2023-12-06

2023 Advent Calendar Day 6: Brandy, Hot Cocoa, Wassail of Good Will (potions)

Brandy (common). Also known as "adventurer's breakfast," drinking 2oz of this potion substitutes for a meal, allowing you to gain the benefits of resting, although it does not prevent starvation. For the next 4 hours, you are considered distracted, taking a -5 penalty to passive Perception, and rolling a natural 1 on Dexterity checks or saving throws is a critical failure, regardless of bonuses. Brandy is usually sold in 26oz bottles, weighing 2lbs and costing 1gp.

Hot Cocoa (common). This thick brown potion takes the edge off of cold. The first time you take cold damage within 10 minutes of drinking it, you have resistance to that damage. The effects of the potion then end. Hot cocoa costs 5gp per dose.

Wassail of Good Will (legendary). When you drink this potion, your alignment becomes neutral good. Every 24 hours, you must make a DC 18 Charisma saving throw; on a success, your alignment moves one step back towards your original alignment.

What makes an interesting potion? If we look at video games and other media, it seems like there's two categories: everyday, run-of-the-mill consumables like health or mana potions, meant to be consumed in large quantities and managed as a resource; and rare, powerful, iconic items like love potions or Harry Potter's Felix Felicis, that are often unique and bend the entire story around their presence. D&D seems to have plenty of the former, but few or none of the latter; even the very rare potions of flight, speed, and invisibility just mimic low-to-mid-level spell effects, and other very rare potions have equally banal mechanical effects. (Though it's worth noting that, as usual, magic item rarity has little to do with its power level - the potions of resistance and water breathing also replicate 3rd-level spells, but are only uncommon.)

Potions-as-commodity makes a lot of sense for D&D. They form part of the resource management system, along with hit points, spell slots, torches, rations, and everything else. Except, uniquely, they are also treasure - as part of your reward for delving the dungeon, you are able to delve it further, whether it's by finding phials in a chest, buying them with your hard-won gold, or brewing them yourself from looted reagents. It's an effective loop. But it's also kind of uninspiring.
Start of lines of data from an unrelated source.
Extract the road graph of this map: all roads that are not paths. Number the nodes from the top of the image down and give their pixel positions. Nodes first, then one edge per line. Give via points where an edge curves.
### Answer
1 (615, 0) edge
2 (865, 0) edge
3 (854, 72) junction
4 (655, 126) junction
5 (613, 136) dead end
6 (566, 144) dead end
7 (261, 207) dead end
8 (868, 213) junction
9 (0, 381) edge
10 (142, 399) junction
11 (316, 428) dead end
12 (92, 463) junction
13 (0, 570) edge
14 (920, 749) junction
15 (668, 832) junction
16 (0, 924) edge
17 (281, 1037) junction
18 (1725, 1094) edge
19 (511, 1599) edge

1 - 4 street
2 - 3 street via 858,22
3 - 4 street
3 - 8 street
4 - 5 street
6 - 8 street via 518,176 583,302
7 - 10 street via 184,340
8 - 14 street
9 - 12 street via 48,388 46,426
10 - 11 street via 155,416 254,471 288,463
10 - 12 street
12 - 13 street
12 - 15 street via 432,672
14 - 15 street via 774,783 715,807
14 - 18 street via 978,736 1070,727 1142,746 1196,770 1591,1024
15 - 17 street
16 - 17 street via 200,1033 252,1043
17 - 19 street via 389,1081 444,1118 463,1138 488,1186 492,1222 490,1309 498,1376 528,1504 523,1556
With most other magic items, even a lowly +1 sword, you can easily imagine building an adventure around finding or using it. (Perhaps exploring the tomb of a long-dead local hero to recover the only weapon that can permanently slay the specter haunting the village.) And it has the potential to reshape the party dynamics: if there's a fighter and a rogue who both want it, then distributing loot becomes a real strategic decision, and the rest of the party may have to adjust their own tactics to accommodate.

Can any of that be said for potions? If you only have one or two healing potions, then maybe there's a tactical choice about who carries it. Perhaps, a party lacking certain spells or types of casters might quest for a potion of mind reading or clairvoyance, but more likely, just hire a local alchemist or wizard to brew one up or write a spell scroll. The only one in the DMG that feels worthy of a quest is the potion of longevity, but its effects are purely narrative - there's no reason to want it unless you decide your character wants it, it's not useful as a part of a larger adventure.
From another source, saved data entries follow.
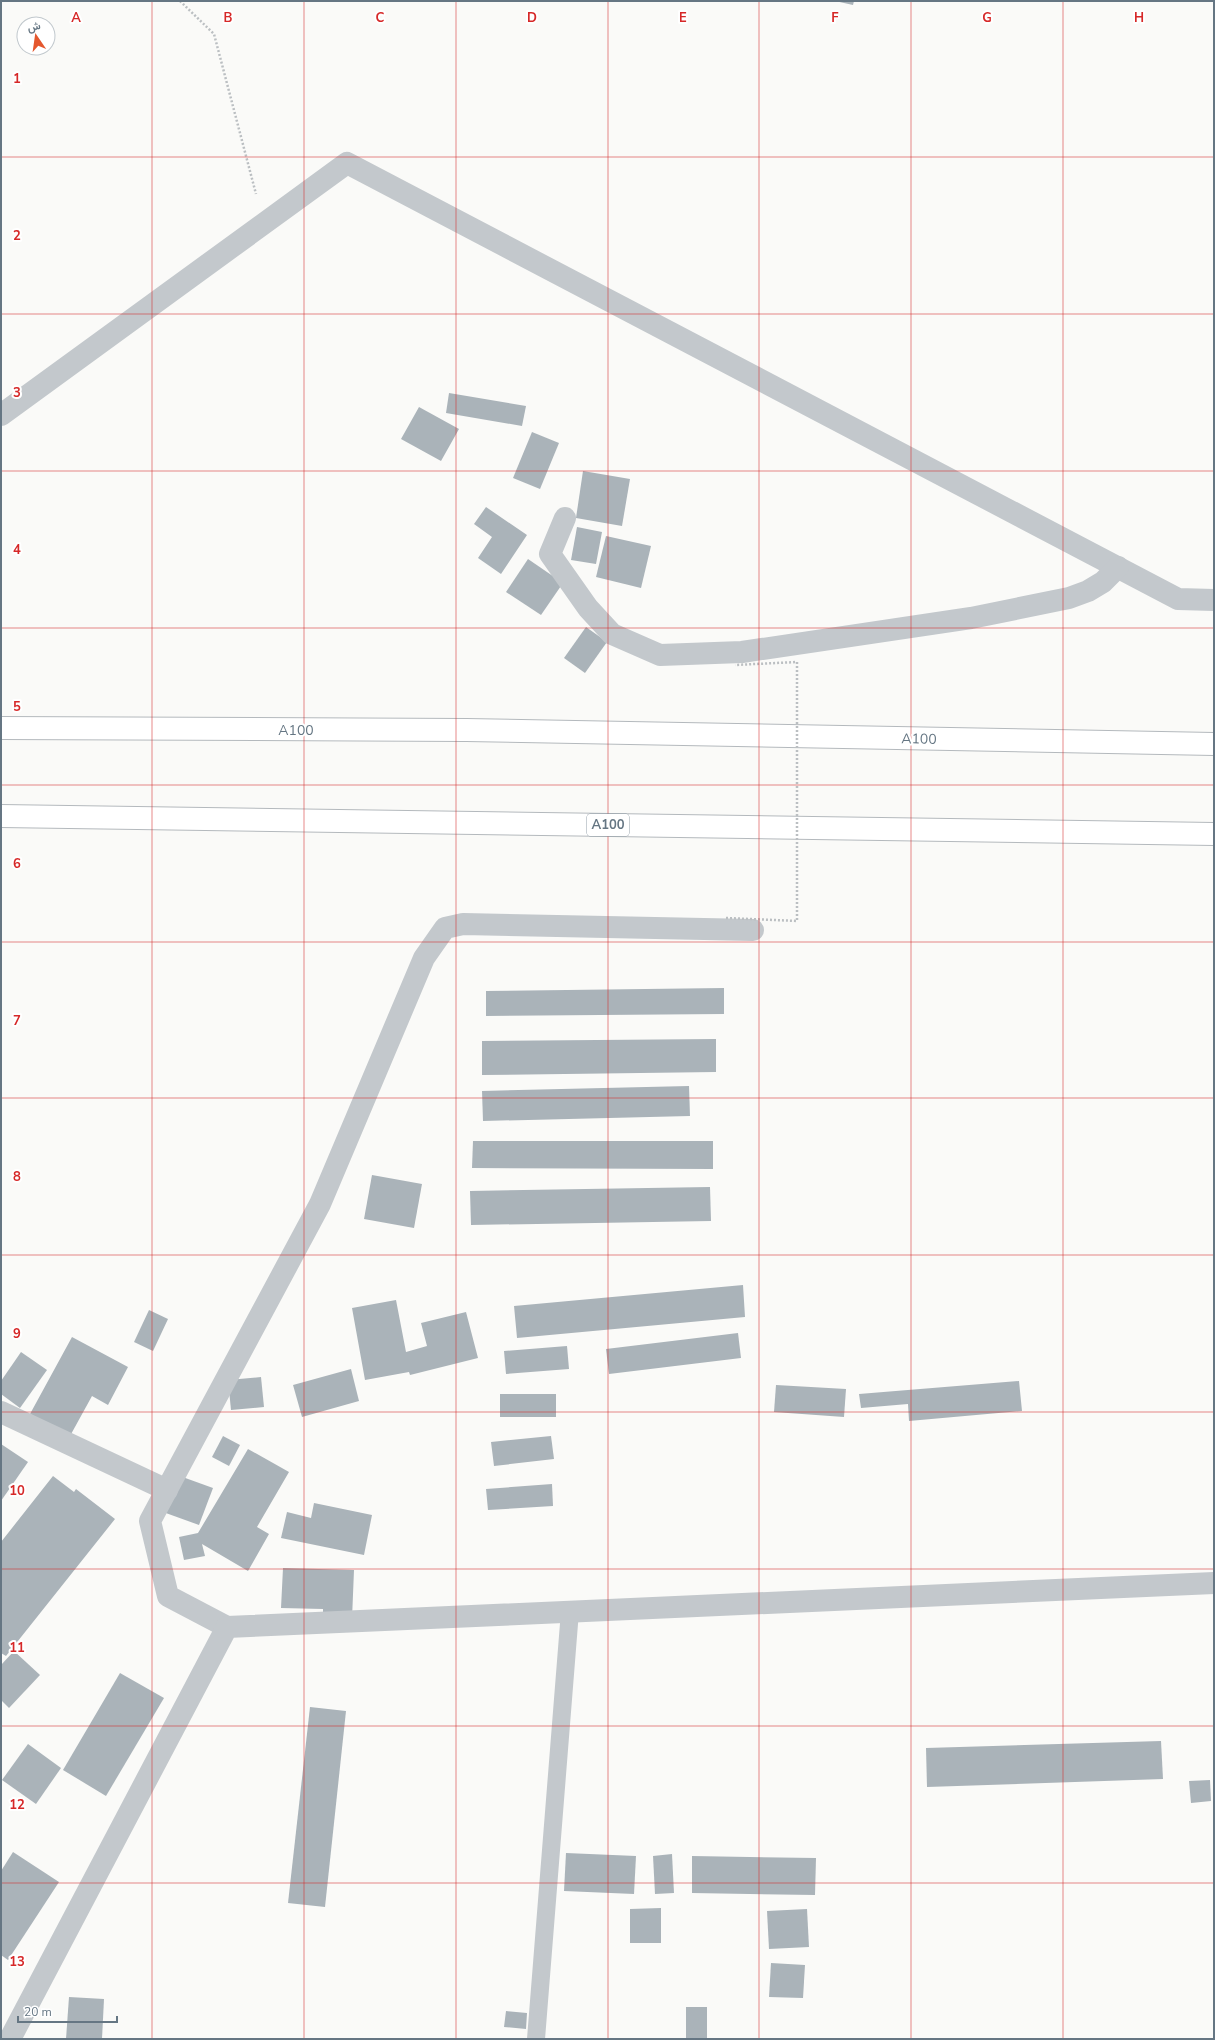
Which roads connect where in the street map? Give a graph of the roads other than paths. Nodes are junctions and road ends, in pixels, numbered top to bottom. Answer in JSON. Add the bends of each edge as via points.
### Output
{"nodes":[{"id":1,"x":1,"y":415,"type":"edge"},
{"id":2,"x":564,"y":518,"type":"dead end"},
{"id":3,"x":1118,"y":567,"type":"junction"},
{"id":4,"x":1214,"y":600,"type":"edge"},
{"id":5,"x":1,"y":728,"type":"edge"},
{"id":6,"x":1214,"y":744,"type":"edge"},
{"id":7,"x":1,"y":816,"type":"edge"},
{"id":8,"x":1214,"y":834,"type":"edge"},
{"id":9,"x":753,"y":930,"type":"dead end"},
{"id":10,"x":1,"y":1412,"type":"edge"},
{"id":11,"x":167,"y":1490,"type":"junction"},
{"id":12,"x":1214,"y":1582,"type":"edge"},
{"id":13,"x":570,"y":1611,"type":"junction"},
{"id":14,"x":227,"y":1627,"type":"junction"},
{"id":15,"x":10,"y":2039,"type":"edge"},
{"id":16,"x":536,"y":2039,"type":"edge"}],
"edges":[{"from":1,"to":3,"type":"street","via":[[347,163]]},
{"from":2,"to":3,"type":"street","via":[[550,554],[588,608],[612,634],[660,655],[742,652],[971,618],[1069,598],[1103,582]]},
{"from":3,"to":4,"type":"street","via":[[1178,599]]},
{"from":5,"to":6,"type":"highway","name":"A100","number":"A100","via":[[474,731]]},
{"from":7,"to":8,"type":"highway","number":"A100"},
{"from":9,"to":11,"type":"street","via":[[727,923],[463,924],[446,928],[424,958],[320,1204]]},
{"from":10,"to":11,"type":"street"},
{"from":11,"to":14,"type":"street","via":[[150,1521],[168,1596]]},
{"from":12,"to":13,"type":"street"},
{"from":13,"to":14,"type":"street"},
{"from":13,"to":16,"type":"lane"},
{"from":14,"to":15,"type":"street"}]}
But potions should be awesome! These are elixirs of eternal youth, and panaceas that can close mortal wounds in seconds - things real alchemists tried to do for millennia. Mostly this is a side effect of D&D's high-magic setting and forgiving rest mechanics. What's so special about a panacea, when you could just go sleep for 8 hours? Who cares about eternal youth when you either fall into a pit trap by the age of 30, or retire alive and well at the end of a campaign? These are simply not things that the system has decided to care about. And that's fine - there's plenty of other magic items to be awed and astounded by, it's okay for some of them to be mundane. But why must it be all the potions?
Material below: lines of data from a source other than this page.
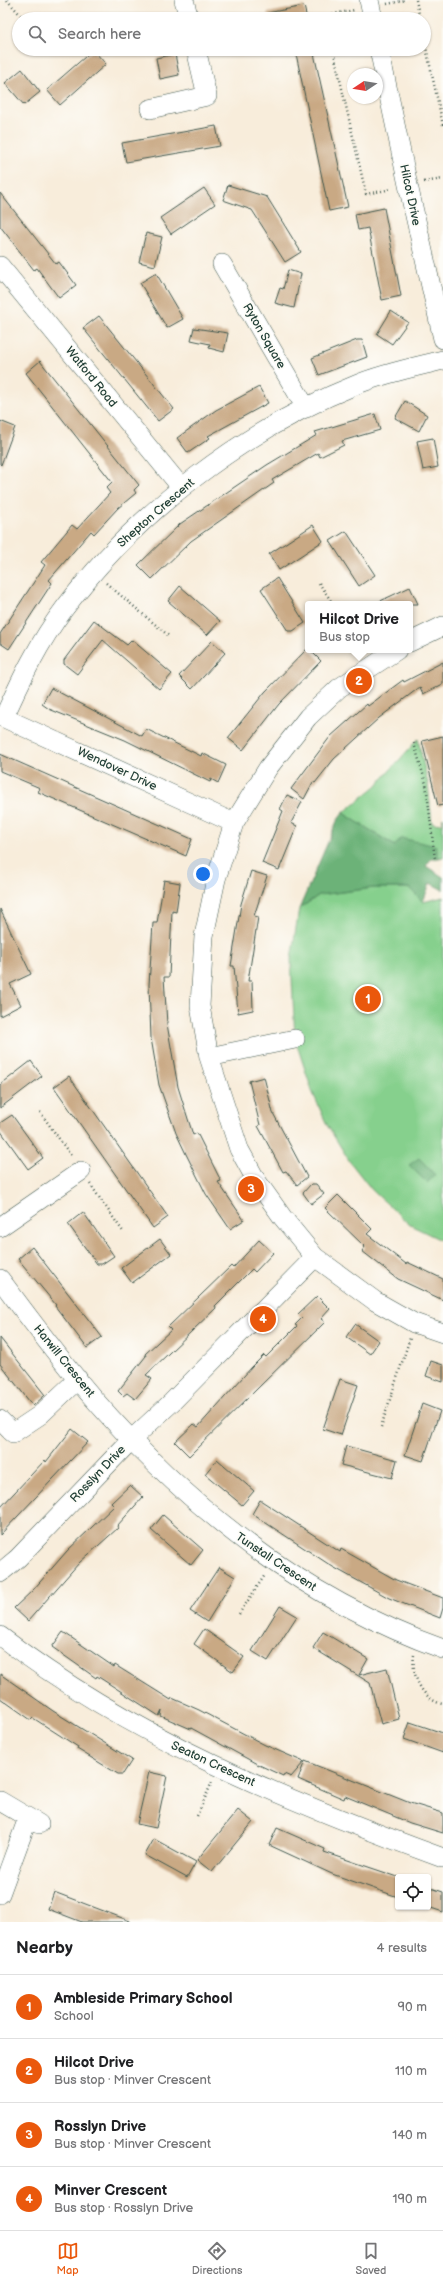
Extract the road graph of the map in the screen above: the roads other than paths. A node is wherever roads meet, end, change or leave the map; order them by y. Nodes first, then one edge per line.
1 (184, 0) edge
2 (187, 12) edge
3 (198, 56) edge
4 (381, 56) edge
5 (150, 109) dead end
6 (222, 264) dead end
7 (0, 266) edge
8 (443, 340) edge
9 (443, 360) edge
10 (306, 408) junction
11 (181, 487) junction
12 (443, 626) edge
13 (413, 641) edge
14 (392, 653) edge
15 (2, 717) edge
16 (234, 823) junction
17 (295, 1039) dead end
18 (209, 1057) junction
19 (81, 1171) dead end
20 (0, 1227) edge
21 (316, 1257) junction
22 (0, 1279) edge
23 (443, 1334) edge
24 (78, 1379) junction
25 (0, 1420) edge
26 (131, 1440) junction
27 (0, 1573) edge
28 (0, 1636) edge
29 (443, 1649) edge
30 (0, 1801) edge
31 (443, 1858) edge
32 (0, 1894) edge

1 - 2 street
3 - 5 street
4 - 8 street, Hilcot Drive
6 - 10 street, Ryton Square
7 - 11 street, Watford Road
9 - 10 street, Shepton Crescent
10 - 11 street, Shepton Crescent
11 - 15 street, Shepton Crescent
12 - 13 street
14 - 16 street
15 - 16 street, Wendover Drive
16 - 18 street
17 - 18 street
18 - 21 street
19 - 20 street
21 - 23 street
21 - 26 street, Rosslyn Drive
22 - 24 street, Harwill Crescent
24 - 25 street
24 - 26 street, Harwill Crescent
26 - 27 street, Rosslyn Drive
26 - 29 street, Tunstall Crescent
28 - 31 street, Seaton Crescent
30 - 32 street

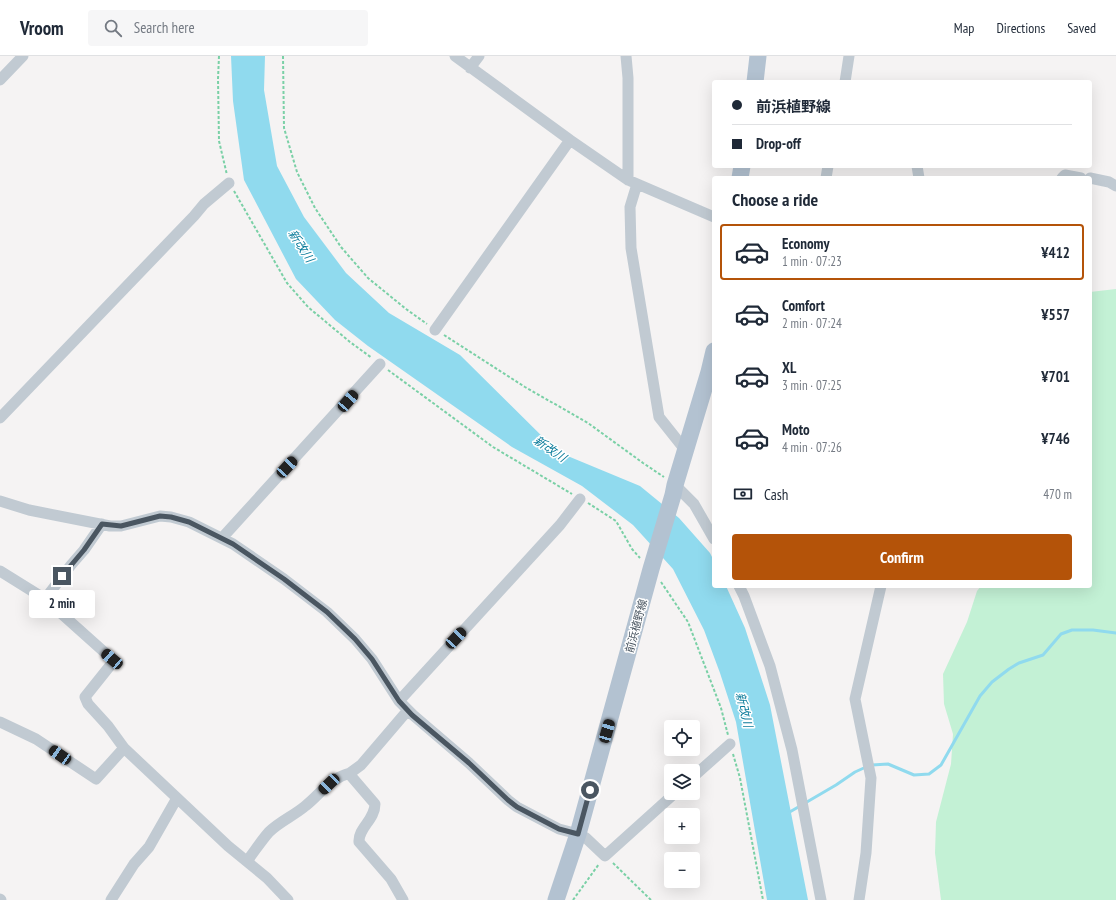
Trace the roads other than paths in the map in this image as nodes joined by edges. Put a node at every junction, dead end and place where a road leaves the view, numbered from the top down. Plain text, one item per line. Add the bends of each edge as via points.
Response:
1 (22, 56) edge
2 (455, 56) edge
3 (479, 56) edge
4 (626, 56) edge
5 (758, 56) edge
6 (849, 56) edge
7 (470, 68) junction
8 (0, 80) edge
9 (755, 80) edge
10 (845, 80) edge
11 (570, 140) junction
12 (1092, 178) edge
13 (633, 182) junction
14 (229, 183) road end
15 (1116, 186) edge
16 (712, 216) edge
17 (435, 330) road end
18 (712, 358) edge
19 (380, 364) road end
20 (0, 418) edge
21 (686, 451) junction
22 (674, 490) junction
23 (580, 499) road end
24 (0, 501) edge
25 (102, 524) junction
26 (712, 536) edge
27 (222, 538) junction
28 (0, 571) edge
29 (881, 588) edge
30 (743, 589) edge
31 (45, 599) junction
32 (399, 701) junction
33 (408, 710) junction
34 (0, 722) edge
35 (730, 744) road end
36 (124, 748) junction
37 (700, 771) edge
38 (350, 773) junction
39 (177, 798) junction
40 (667, 800) edge
41 (578, 834) junction
42 (247, 862) junction
43 (111, 900) edge
44 (288, 900) edge
45 (403, 900) edge
46 (556, 900) edge
47 (820, 900) edge
48 (859, 900) edge

1 - 8 street
2 - 7 street
3 - 7 street
4 - 13 street
5 - 9 main road
6 - 10 street
7 - 11 street
11 - 13 street
11 - 17 street
12 - 15 street
13 - 16 street
13 - 21 street via 630,207 631,248 659,417
14 - 20 street via 204,204
18 - 21 main road, 前浜植野線
19 - 27 street
21 - 22 main road, 前浜植野線
22 - 26 street via 694,504
22 - 41 main road, 前浜植野線
23 - 32 street via 560,525
24 - 25 street via 29,510
25 - 27 street via 121,526 160,516 171,517 189,522
25 - 31 street
27 - 32 street via 284,579 327,612 372,659
28 - 31 street
29 - 48 street via 856,699 871,778 866,853
30 - 47 street via 770,666 792,750
31 - 36 street via 112,659 113,662 85,697
32 - 33 street
33 - 38 street via 361,765
33 - 41 street via 517,807 559,829
34 - 36 street via 36,739 96,779
35 - 37 street
36 - 39 street
38 - 42 street via 339,776 269,833
38 - 45 street via 375,804 375,812 359,836 359,842 391,879
39 - 42 street
39 - 43 street via 149,847 134,864
40 - 41 street via 605,856
41 - 46 main road, 前浜植野線
42 - 44 street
So that's what I'm trying to do here. The first two potions are meant to be useful parts of the resource management system, something you can use every day to prolong your adventure and overcome basic hazards. Hot cocoa protects you from the cold, naturally, and it could easily hook into systems for extreme weather or exposure if those were a fully-supported pillar of 5e gameplay. Brandy is a lightweight way to pack lots of unhealthy rations into your limited carrying capacity. There's no need for it to be expensive or rare, because it has intrinsic downsides.

The Wassail of Good Will is a major quest item, no longer brewed in the current Age of Man, kept in rare vats in secret druidic halls in the lands of the barbarians, used to seal alliances and toast the accession of their great chieftains. Tracking down a vial is an adventure. Negotiating it from the druids is an adventure. Slipping it to the Evil Overlord is an adventure. Figuring out what to do with a few days of good alignment is a conundrum. Dealing with the Evil Overlord afterwards is an adventure. The ethics of magical brainwashing are a moral dilemma. Every stage of its use is a hook for quests and roleplaying.